EXERCISE GOAL: Only lines containing the word "右昌大橋" are needed; pull them out of the material.

=== ENTRIES PROVIDED ===

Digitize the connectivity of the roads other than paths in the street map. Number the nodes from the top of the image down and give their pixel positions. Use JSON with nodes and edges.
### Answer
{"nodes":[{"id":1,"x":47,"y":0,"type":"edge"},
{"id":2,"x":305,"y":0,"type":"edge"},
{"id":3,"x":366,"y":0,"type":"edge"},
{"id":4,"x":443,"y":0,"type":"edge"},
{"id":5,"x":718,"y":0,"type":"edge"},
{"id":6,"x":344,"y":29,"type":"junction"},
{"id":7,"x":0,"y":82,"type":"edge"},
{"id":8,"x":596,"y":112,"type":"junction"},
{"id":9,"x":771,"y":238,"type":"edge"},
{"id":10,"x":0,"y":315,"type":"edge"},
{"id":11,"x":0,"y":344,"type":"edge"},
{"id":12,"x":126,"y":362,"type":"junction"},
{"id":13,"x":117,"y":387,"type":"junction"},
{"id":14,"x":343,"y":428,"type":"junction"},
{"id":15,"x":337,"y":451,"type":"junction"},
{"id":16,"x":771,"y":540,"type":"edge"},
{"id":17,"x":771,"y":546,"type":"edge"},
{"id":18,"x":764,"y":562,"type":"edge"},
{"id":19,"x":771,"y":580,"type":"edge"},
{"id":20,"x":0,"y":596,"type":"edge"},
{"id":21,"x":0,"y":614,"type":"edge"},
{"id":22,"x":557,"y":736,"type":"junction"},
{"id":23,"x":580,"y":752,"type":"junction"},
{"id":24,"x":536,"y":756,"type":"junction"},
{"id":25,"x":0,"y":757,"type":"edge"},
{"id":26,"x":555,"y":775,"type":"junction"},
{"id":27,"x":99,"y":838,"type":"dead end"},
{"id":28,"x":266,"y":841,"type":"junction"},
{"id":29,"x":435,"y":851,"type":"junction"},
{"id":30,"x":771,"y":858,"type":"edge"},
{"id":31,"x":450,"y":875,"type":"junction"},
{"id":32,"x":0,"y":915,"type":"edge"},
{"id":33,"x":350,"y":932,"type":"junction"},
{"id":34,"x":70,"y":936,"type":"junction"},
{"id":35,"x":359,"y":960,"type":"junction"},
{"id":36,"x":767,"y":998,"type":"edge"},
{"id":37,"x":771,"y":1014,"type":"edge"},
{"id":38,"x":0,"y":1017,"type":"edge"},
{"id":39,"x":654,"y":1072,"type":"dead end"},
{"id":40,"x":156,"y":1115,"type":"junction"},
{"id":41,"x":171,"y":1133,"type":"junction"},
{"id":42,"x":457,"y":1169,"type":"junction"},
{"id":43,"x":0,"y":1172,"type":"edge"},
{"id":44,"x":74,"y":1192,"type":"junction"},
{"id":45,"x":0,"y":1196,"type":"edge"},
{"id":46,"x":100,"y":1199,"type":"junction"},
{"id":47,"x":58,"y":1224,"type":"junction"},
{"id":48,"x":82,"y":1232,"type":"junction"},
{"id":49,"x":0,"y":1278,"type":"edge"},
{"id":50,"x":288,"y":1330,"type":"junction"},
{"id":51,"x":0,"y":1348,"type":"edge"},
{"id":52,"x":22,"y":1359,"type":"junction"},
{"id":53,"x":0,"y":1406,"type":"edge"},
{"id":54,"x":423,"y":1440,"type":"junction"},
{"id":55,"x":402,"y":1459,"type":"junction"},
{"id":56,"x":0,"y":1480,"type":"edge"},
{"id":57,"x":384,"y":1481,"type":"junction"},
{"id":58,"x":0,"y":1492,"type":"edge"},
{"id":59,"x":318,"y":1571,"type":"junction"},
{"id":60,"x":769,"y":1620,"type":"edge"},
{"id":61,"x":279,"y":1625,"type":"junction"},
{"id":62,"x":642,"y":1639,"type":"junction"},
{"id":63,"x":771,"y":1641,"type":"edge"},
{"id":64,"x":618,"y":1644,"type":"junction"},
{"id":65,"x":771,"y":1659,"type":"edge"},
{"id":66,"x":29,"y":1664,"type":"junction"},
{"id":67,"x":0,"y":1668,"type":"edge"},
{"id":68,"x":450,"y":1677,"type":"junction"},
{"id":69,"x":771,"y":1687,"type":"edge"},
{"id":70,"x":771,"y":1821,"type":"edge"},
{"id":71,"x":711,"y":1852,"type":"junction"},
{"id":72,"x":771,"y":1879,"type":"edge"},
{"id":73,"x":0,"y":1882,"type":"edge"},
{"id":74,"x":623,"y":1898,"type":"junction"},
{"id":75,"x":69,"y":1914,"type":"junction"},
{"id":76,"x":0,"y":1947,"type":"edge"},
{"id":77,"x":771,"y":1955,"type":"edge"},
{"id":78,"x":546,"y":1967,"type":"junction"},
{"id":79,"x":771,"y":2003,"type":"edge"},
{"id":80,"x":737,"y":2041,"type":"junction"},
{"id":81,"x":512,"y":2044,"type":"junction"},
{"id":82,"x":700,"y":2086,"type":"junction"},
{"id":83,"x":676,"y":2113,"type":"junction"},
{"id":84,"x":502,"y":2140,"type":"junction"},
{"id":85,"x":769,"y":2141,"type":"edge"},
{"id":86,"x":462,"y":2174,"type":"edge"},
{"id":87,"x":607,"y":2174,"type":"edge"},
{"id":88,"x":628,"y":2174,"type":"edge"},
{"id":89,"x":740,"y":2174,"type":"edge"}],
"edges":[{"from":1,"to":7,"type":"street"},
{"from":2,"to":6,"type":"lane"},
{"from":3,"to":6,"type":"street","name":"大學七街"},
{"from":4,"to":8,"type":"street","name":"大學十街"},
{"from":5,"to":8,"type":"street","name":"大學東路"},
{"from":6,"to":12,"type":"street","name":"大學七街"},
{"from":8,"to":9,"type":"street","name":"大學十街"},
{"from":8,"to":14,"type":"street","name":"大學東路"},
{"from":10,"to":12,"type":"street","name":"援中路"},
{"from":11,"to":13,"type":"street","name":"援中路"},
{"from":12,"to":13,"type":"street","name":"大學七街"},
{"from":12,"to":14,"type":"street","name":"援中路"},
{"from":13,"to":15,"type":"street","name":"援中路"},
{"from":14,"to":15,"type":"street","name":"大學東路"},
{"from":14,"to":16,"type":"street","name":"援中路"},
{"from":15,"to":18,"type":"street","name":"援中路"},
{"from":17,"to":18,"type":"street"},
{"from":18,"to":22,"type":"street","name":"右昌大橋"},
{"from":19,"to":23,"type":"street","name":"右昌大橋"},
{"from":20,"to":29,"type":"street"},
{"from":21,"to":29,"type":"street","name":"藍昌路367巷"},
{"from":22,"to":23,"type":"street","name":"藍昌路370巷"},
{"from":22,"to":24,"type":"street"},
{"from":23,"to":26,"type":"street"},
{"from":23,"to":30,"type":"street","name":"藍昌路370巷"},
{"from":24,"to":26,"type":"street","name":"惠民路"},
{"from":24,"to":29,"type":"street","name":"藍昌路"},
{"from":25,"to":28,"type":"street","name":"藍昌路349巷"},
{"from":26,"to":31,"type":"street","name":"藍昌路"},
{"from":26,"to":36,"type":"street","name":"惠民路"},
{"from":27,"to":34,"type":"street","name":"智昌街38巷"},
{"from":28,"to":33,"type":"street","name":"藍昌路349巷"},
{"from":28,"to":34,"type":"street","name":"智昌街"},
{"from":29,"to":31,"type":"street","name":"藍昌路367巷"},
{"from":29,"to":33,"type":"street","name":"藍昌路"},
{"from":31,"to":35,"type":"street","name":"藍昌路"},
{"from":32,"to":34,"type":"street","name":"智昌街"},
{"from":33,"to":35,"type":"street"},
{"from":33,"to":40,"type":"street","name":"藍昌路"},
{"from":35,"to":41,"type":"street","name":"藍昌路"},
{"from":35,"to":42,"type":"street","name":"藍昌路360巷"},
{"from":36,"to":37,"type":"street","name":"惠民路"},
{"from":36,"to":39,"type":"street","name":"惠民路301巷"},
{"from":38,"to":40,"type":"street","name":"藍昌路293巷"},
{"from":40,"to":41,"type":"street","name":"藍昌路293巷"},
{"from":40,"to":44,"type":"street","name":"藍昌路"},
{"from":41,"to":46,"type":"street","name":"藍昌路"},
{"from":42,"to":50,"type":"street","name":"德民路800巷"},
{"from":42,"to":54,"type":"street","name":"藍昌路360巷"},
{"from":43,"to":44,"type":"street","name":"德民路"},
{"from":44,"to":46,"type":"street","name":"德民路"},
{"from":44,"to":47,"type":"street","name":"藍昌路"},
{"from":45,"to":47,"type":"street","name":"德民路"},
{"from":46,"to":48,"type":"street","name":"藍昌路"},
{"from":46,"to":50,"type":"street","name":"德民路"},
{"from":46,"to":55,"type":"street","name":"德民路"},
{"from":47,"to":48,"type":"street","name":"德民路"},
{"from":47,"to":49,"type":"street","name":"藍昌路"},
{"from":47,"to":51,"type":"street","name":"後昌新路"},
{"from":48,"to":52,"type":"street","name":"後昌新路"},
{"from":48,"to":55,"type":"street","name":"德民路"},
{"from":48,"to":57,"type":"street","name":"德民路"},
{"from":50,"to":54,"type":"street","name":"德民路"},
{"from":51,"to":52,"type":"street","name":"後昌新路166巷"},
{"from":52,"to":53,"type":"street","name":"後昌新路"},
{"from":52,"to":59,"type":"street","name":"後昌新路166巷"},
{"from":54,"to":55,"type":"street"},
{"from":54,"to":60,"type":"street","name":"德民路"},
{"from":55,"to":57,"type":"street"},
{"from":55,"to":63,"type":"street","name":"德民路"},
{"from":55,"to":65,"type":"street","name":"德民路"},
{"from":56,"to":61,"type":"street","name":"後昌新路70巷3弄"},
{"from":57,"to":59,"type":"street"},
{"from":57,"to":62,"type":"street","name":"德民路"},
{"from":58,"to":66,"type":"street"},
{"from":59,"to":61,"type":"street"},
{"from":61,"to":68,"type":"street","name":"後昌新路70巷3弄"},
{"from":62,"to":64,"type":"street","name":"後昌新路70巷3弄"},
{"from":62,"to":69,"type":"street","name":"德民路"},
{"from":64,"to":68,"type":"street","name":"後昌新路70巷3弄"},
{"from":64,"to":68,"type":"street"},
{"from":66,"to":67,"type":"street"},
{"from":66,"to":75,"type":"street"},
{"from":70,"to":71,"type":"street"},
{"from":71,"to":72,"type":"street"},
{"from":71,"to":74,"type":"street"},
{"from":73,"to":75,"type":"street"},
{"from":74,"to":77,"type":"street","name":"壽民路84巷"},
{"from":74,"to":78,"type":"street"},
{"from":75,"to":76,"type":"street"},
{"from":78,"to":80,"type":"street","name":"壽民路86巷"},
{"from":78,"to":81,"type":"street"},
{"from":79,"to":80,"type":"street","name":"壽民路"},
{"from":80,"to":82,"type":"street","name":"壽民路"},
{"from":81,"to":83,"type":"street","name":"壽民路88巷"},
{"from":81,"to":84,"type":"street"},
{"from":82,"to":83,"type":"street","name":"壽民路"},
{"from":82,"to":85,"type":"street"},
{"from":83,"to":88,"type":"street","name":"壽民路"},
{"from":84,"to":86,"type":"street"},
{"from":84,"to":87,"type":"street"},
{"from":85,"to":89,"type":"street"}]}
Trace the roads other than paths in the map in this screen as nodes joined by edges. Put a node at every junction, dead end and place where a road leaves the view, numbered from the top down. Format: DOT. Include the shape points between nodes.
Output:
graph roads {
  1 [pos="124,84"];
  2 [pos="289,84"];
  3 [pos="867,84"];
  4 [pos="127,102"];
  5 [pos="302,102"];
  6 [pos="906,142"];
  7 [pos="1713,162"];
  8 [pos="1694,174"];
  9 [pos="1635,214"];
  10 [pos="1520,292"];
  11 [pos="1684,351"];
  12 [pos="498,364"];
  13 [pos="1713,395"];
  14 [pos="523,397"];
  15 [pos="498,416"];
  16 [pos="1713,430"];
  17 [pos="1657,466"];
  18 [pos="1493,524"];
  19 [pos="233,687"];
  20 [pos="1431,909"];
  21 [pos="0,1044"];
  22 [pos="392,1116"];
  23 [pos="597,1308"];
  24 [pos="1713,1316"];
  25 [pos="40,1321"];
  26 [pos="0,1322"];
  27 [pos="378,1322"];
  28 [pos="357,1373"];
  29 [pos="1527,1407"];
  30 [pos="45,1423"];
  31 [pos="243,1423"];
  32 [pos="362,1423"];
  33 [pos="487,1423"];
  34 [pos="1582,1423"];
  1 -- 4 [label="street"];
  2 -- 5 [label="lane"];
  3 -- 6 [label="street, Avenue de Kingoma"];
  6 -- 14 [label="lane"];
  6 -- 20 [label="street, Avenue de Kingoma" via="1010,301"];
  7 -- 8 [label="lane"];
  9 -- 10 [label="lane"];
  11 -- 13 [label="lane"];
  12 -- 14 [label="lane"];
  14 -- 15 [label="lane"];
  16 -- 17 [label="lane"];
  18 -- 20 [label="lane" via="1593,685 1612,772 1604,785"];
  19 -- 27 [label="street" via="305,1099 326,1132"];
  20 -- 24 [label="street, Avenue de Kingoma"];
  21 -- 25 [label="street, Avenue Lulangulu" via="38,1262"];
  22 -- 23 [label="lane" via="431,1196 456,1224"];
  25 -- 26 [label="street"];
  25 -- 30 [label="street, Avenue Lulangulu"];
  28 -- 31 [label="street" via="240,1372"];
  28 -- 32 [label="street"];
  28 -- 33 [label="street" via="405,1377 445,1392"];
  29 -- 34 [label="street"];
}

===

SOLVED EXERCISE:
{"from":18,"to":22,"type":"street","name":"右昌大橋"},
{"from":19,"to":23,"type":"street","name":"右昌大橋"},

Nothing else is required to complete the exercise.